**Task brief:** The reply must return each line of the data exactly.

**Data:**
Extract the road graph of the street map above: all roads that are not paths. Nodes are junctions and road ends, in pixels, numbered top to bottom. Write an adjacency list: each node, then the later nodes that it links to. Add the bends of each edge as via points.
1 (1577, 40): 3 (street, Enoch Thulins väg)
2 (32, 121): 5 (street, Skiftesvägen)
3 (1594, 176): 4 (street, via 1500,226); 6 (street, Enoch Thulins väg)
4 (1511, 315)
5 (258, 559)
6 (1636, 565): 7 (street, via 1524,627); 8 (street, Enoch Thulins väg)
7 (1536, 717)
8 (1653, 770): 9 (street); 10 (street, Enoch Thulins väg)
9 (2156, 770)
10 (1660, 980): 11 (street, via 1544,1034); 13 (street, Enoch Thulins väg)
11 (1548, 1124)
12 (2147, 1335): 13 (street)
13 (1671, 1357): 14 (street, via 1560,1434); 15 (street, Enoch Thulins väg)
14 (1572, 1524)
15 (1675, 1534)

**Solution to this exercise:**
Extract the road graph of the street map above: all roads that are not paths. Nodes are junctions and road ends, in pixels, numbered top to bottom. Write an adjacency list: each node, then the later nodes that it links to. Add the bends of each edge as via points.
1 (1577, 40): 3 (street, Enoch Thulins väg)
2 (32, 121): 5 (street, Skiftesvägen)
3 (1594, 176): 4 (street, via 1500,226); 6 (street, Enoch Thulins väg)
4 (1511, 315)
5 (258, 559)
6 (1636, 565): 7 (street, via 1524,627); 8 (street, Enoch Thulins väg)
7 (1536, 717)
8 (1653, 770): 9 (street); 10 (street, Enoch Thulins väg)
9 (2156, 770)
10 (1660, 980): 11 (street, via 1544,1034); 13 (street, Enoch Thulins väg)
11 (1548, 1124)
12 (2147, 1335): 13 (street)
13 (1671, 1357): 14 (street, via 1560,1434); 15 (street, Enoch Thulins väg)
14 (1572, 1524)
15 (1675, 1534)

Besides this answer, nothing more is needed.